Token Buffer Memory

ConversationTokenBufferMemory keeps the most recent messages that fit within a token budget. On load(), the oldest messages are dropped until the total estimated token count is at or below max_tokens.

Usage

use std::sync::Arc;
use synaptic::memory::{ConversationTokenBufferMemory, InMemoryStore};
use synaptic::core::{MemoryStore, Message};

let store = Arc::new(InMemoryStore::new());

// Keep messages within a 200-token budget
let memory = ConversationTokenBufferMemory::new(store, 200);

let session = "user-1";

memory.append(session, Message::human("Hello!")).await?;
memory.append(session, Message::ai("Hi! How can I help?")).await?;
memory.append(session, Message::human("Tell me a long story about Rust.")).await?;
memory.append(session, Message::ai("Rust began as a personal project...")).await?;

let history = memory.load(session).await?;
// Only messages that fit within 200 estimated tokens are returned.
// Oldest messages are dropped first.

How It Works

append() stores every message in the underlying MemoryStore without modification.
load() retrieves all messages, estimates their total token count, and removes the oldest messages one by one until the total fits within max_tokens.
clear() removes all messages from the underlying store for the session.

Token Estimation

Synaptic uses a simple heuristic of approximately 4 characters per token, with a minimum of 1 token per message:

fn estimate_tokens(text: &str) -> usize {
    text.len() / 4 + 1
}

This is a rough approximation.

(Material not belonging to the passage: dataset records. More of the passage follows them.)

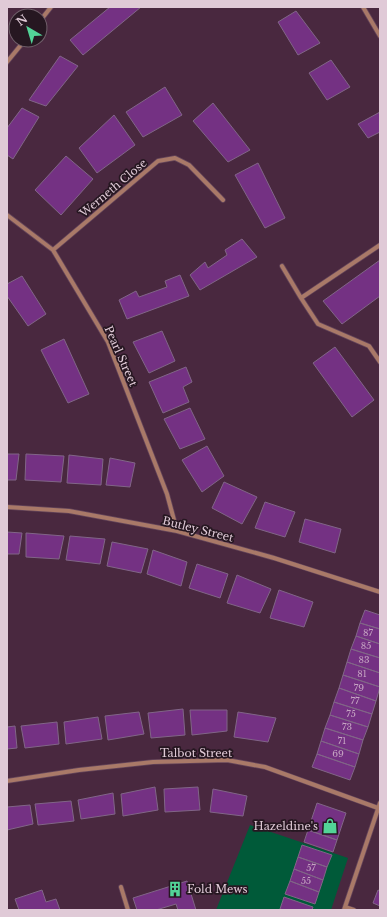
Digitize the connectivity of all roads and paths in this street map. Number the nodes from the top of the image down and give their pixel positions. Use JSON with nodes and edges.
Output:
{"nodes":[{"id":1,"x":363,"y":7,"type":"edge"},
{"id":2,"x":380,"y":36,"type":"edge"},
{"id":3,"x":18,"y":48,"type":"edge"},
{"id":4,"x":7,"y":62,"type":"edge"},
{"id":5,"x":224,"y":200,"type":"dead end"},
{"id":6,"x":7,"y":215,"type":"edge"},
{"id":7,"x":380,"y":245,"type":"edge"},
{"id":8,"x":53,"y":250,"type":"junction"},
{"id":9,"x":282,"y":266,"type":"dead end"},
{"id":10,"x":301,"y":298,"type":"junction"},
{"id":11,"x":380,"y":362,"type":"edge"},
{"id":12,"x":7,"y":507,"type":"edge"},
{"id":13,"x":177,"y":531,"type":"junction"},
{"id":14,"x":380,"y":592,"type":"edge"},
{"id":15,"x":7,"y":781,"type":"edge"},
{"id":16,"x":380,"y":803,"type":"edge"},
{"id":17,"x":378,"y":808,"type":"junction"},
{"id":18,"x":121,"y":887,"type":"dead end"},
{"id":19,"x":345,"y":909,"type":"edge"},
{"id":20,"x":128,"y":910,"type":"edge"},
{"id":21,"x":354,"y":910,"type":"edge"}],
"edges":[{"from":1,"to":2,"type":"street"},
{"from":3,"to":4,"type":"street"},
{"from":5,"to":8,"type":"street","name":"Werneth Close"},
{"from":6,"to":8,"type":"street","name":"Pearl Street"},
{"from":7,"to":10,"type":"street"},
{"from":8,"to":13,"type":"street","name":"Pearl Street"},
{"from":9,"to":10,"type":"street"},
{"from":10,"to":11,"type":"street"},
{"from":12,"to":13,"type":"street","name":"Butley Street"},
{"from":13,"to":14,"type":"street","name":"Butley Street"},
{"from":15,"to":17,"type":"street","name":"Talbot Street"},
{"from":16,"to":17,"type":"street"},
{"from":17,"to":19,"type":"street"},
{"from":18,"to":20,"type":"street"},
{"from":19,"to":21,"type":"street"}]}
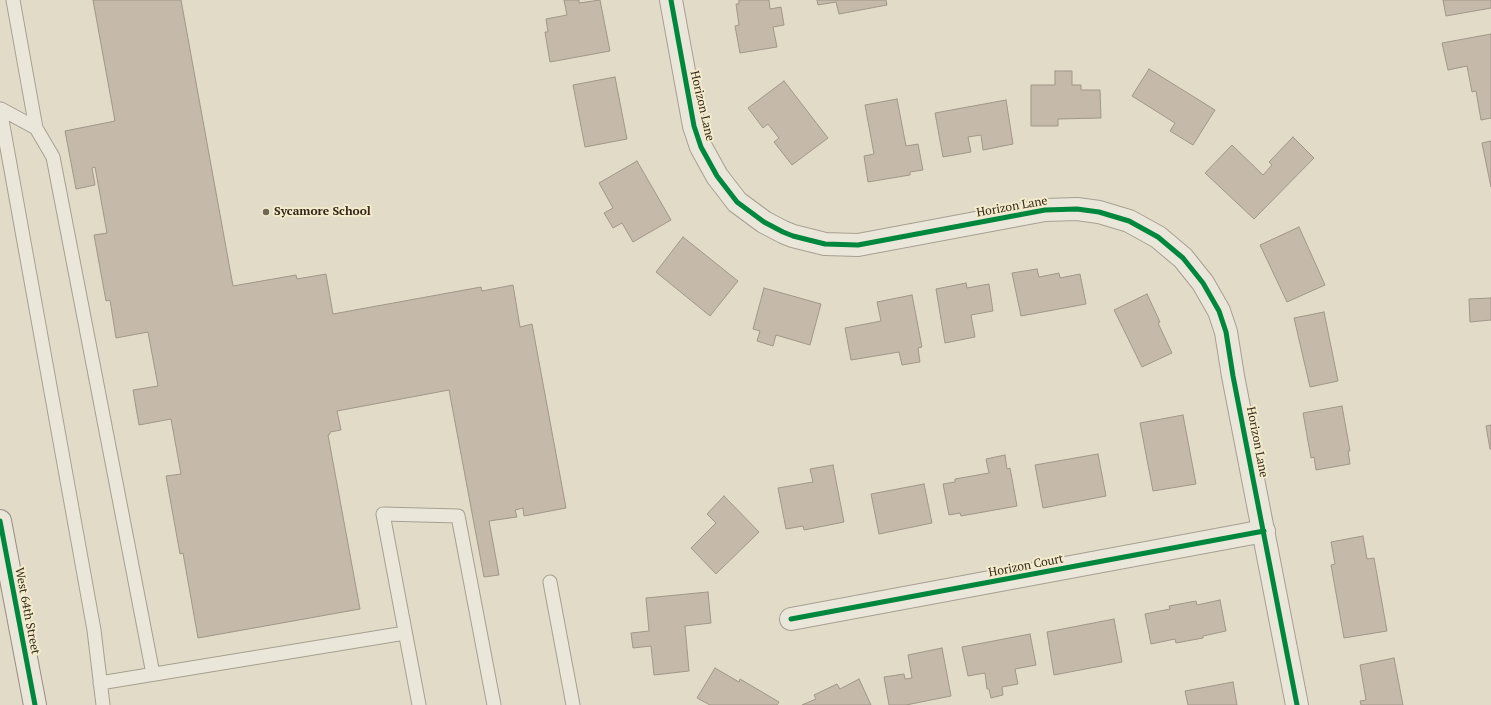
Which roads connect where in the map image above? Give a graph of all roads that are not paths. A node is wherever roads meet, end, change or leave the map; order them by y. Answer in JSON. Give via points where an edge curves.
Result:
{"nodes":[{"id":1,"x":13,"y":0,"type":"edge"},
{"id":2,"x":671,"y":0,"type":"edge"},
{"id":3,"x":0,"y":109,"type":"edge"},
{"id":4,"x":36,"y":128,"type":"junction"},
{"id":5,"x":0,"y":521,"type":"edge"},
{"id":6,"x":1264,"y":531,"type":"junction"},
{"id":7,"x":550,"y":582,"type":"dead end"},
{"id":8,"x":791,"y":619,"type":"dead end"},
{"id":9,"x":405,"y":633,"type":"junction"},
{"id":10,"x":153,"y":674,"type":"junction"},
{"id":11,"x":100,"y":683,"type":"junction"},
{"id":12,"x":35,"y":705,"type":"edge"},
{"id":13,"x":103,"y":705,"type":"edge"},
{"id":14,"x":419,"y":705,"type":"edge"},
{"id":15,"x":494,"y":705,"type":"edge"},
{"id":16,"x":573,"y":705,"type":"edge"},
{"id":17,"x":1297,"y":705,"type":"edge"}],
"edges":[{"from":1,"to":4,"type":"lane"},
{"from":2,"to":6,"type":"street","name":"Horizon Lane","via":[[694,126],[701,147],[717,176],[737,202],[764,222],[783,232],[825,244],[858,245],[1045,210],[1077,209],[1099,212],[1129,221],[1158,236],[1183,258],[1203,283],[1219,311],[1226,332]]},
{"from":3,"to":4,"type":"lane"},
{"from":3,"to":11,"type":"lane","via":[[94,630]]},
{"from":4,"to":10,"type":"lane","via":[[52,157]]},
{"from":5,"to":12,"type":"street","name":"West 64th Street"},
{"from":6,"to":8,"type":"street","name":"Horizon Court"},
{"from":6,"to":17,"type":"street","name":"Horizon Lane"},
{"from":7,"to":16,"type":"lane"},
{"from":9,"to":10,"type":"lane"},
{"from":9,"to":14,"type":"lane"},
{"from":9,"to":15,"type":"lane","via":[[383,514],[458,516]]},
{"from":10,"to":11,"type":"lane"},
{"from":11,"to":13,"type":"lane"}]}
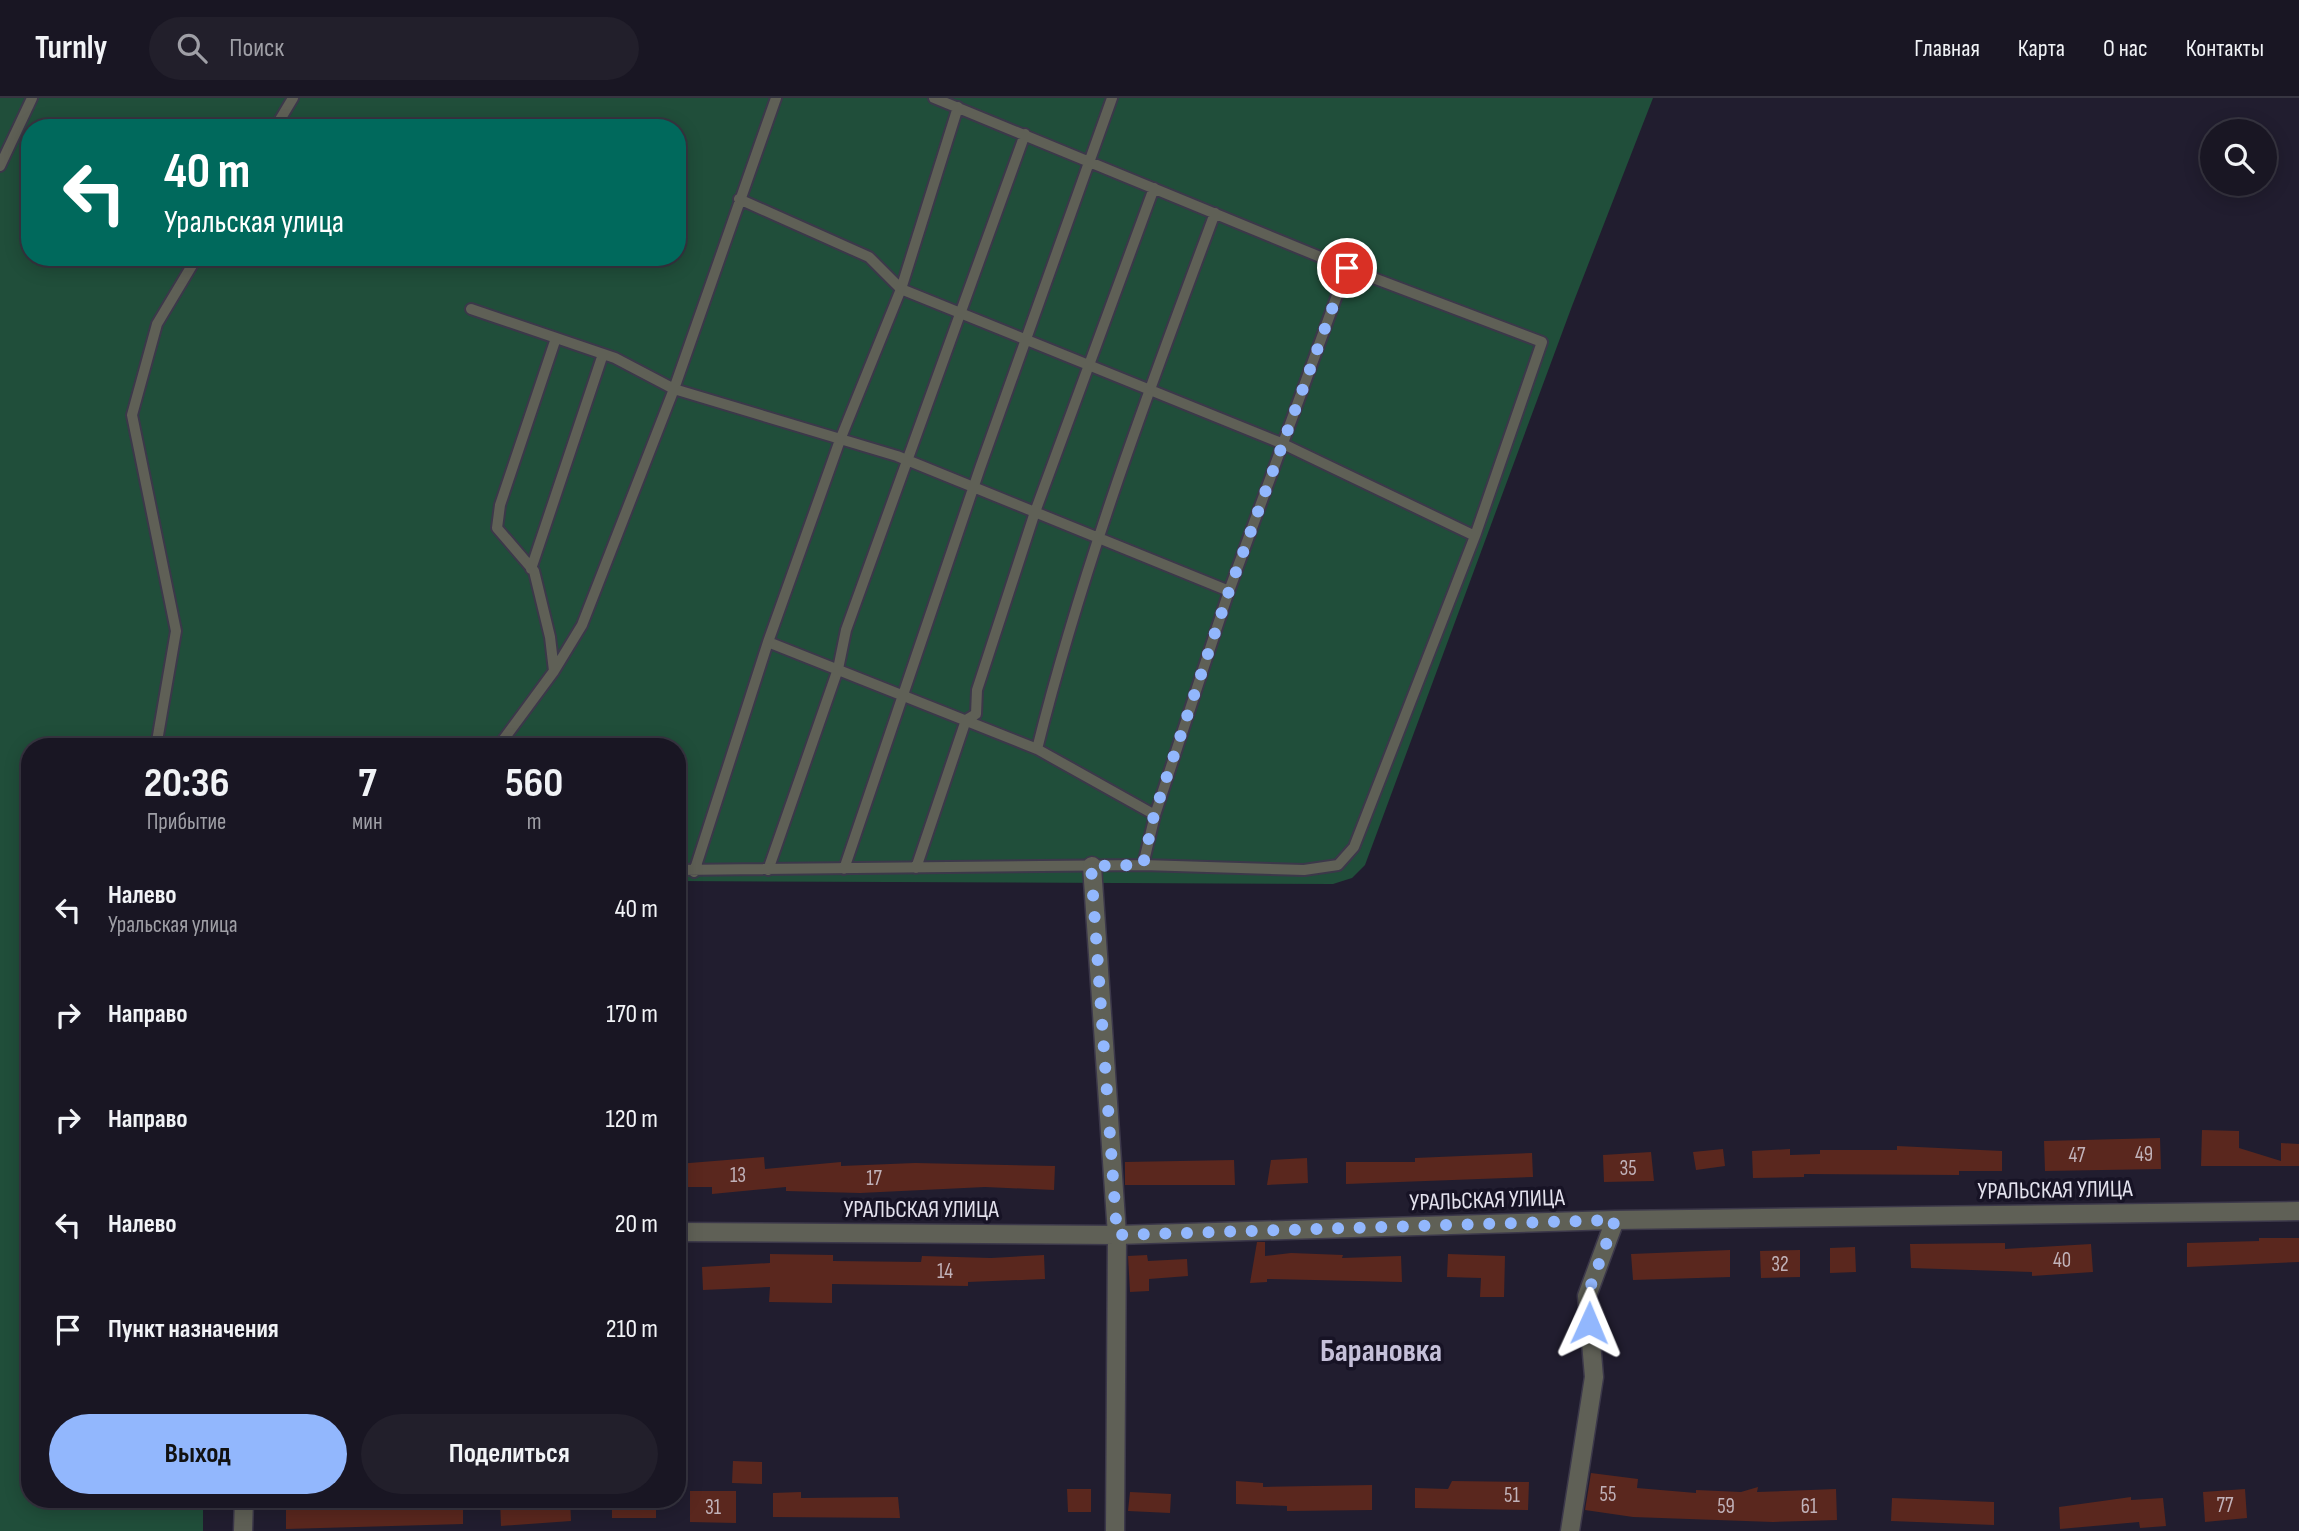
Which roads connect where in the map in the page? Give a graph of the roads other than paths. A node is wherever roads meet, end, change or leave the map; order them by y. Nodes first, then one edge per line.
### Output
1 (32, 98) edge
2 (293, 98) edge
3 (776, 98) edge
4 (934, 98) edge
5 (1112, 98) edge
6 (958, 107) junction
7 (22, 119) edge
8 (280, 119) edge
9 (21, 121) edge
10 (1025, 134) junction
11 (1091, 162) junction
12 (0, 166) edge
13 (1154, 188) junction
14 (739, 199) junction
15 (1215, 213) junction
16 (192, 266) edge
17 (1347, 268) junction
18 (901, 289) junction
19 (471, 309) dead end
20 (959, 313) junction
21 (556, 338) junction
22 (1026, 340) junction
23 (603, 354) junction
24 (1091, 366) junction
25 (674, 388) junction
26 (1149, 390) junction
27 (840, 440) junction
28 (1281, 443) junction
29 (907, 460) junction
30 (973, 487) junction
31 (1035, 512) junction
32 (1097, 536) junction
33 (1475, 536) junction
34 (531, 569) junction
35 (1229, 591) junction
36 (768, 642) junction
37 (838, 670) junction
38 (554, 671) junction
39 (904, 696) junction
40 (966, 720) junction
41 (158, 738) edge
42 (505, 738) edge
43 (1037, 748) junction
44 (1154, 815) junction
45 (1143, 865) junction
46 (1091, 866) junction
47 (844, 869) junction
48 (916, 869) junction
49 (768, 870) junction
50 (686, 871) edge
51 (694, 872) junction
52 (2299, 1211) edge
53 (1615, 1220) junction
54 (686, 1232) edge
55 (1117, 1235) junction
56 (244, 1508) edge
57 (243, 1531) edge
58 (1115, 1531) edge
59 (1570, 1531) edge

1 - 7 lane
2 - 8 lane
3 - 14 lane
4 - 6 lane
5 - 11 lane
6 - 10 lane
6 - 18 lane
9 - 12 lane
10 - 11 lane
10 - 20 lane
11 - 13 lane
11 - 22 lane
13 - 15 lane
13 - 24 lane
14 - 18 lane
14 - 25 lane
15 - 17 lane
15 - 26 lane
16 - 41 lane
17 - 28 lane
17 - 33 lane
18 - 20 lane
18 - 27 lane
19 - 21 lane
20 - 22 lane
20 - 29 lane
21 - 23 lane
21 - 34 lane
22 - 24 lane
22 - 30 lane
23 - 25 lane
23 - 34 lane
24 - 26 lane
24 - 31 lane
25 - 27 lane
25 - 38 lane
26 - 28 lane
26 - 32 lane
27 - 29 lane
27 - 36 lane
28 - 33 lane
28 - 35 lane
29 - 30 lane
29 - 37 lane
30 - 31 lane
30 - 39 lane
31 - 32 lane
31 - 40 lane
32 - 35 lane
32 - 43 lane
33 - 45 lane
34 - 38 lane
35 - 44 lane
36 - 37 lane
36 - 51 lane
37 - 39 lane
37 - 49 lane
38 - 42 lane
39 - 40 lane
39 - 47 lane
40 - 43 lane
40 - 48 lane
43 - 44 lane
44 - 45 lane
45 - 46 lane
46 - 48 lane
46 - 55 street
47 - 48 lane
47 - 49 lane
49 - 51 lane
50 - 51 lane
52 - 53 street, УРАЛЬСКАЯ УЛИЦА
53 - 55 street, УРАЛЬСКАЯ УЛИЦА
53 - 59 street
54 - 55 street, УРАЛЬСКАЯ УЛИЦА
55 - 58 street
56 - 57 street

Actual token counts vary by model and tokenizer. The heuristic is intentionally conservative (slightly overestimates) to avoid exceeding real token limits.

Parameters

Parameter	Type	Description
`store`	`Arc<dyn MemoryStore>`	The backing store for raw messages
`max_tokens`	`usize`	Maximum estimated tokens to return from `load()`

When to Use

Token buffer memory is a good fit when:

You need to control prompt size in token terms rather than message count.
You want to stay within a model's context window without manually counting messages.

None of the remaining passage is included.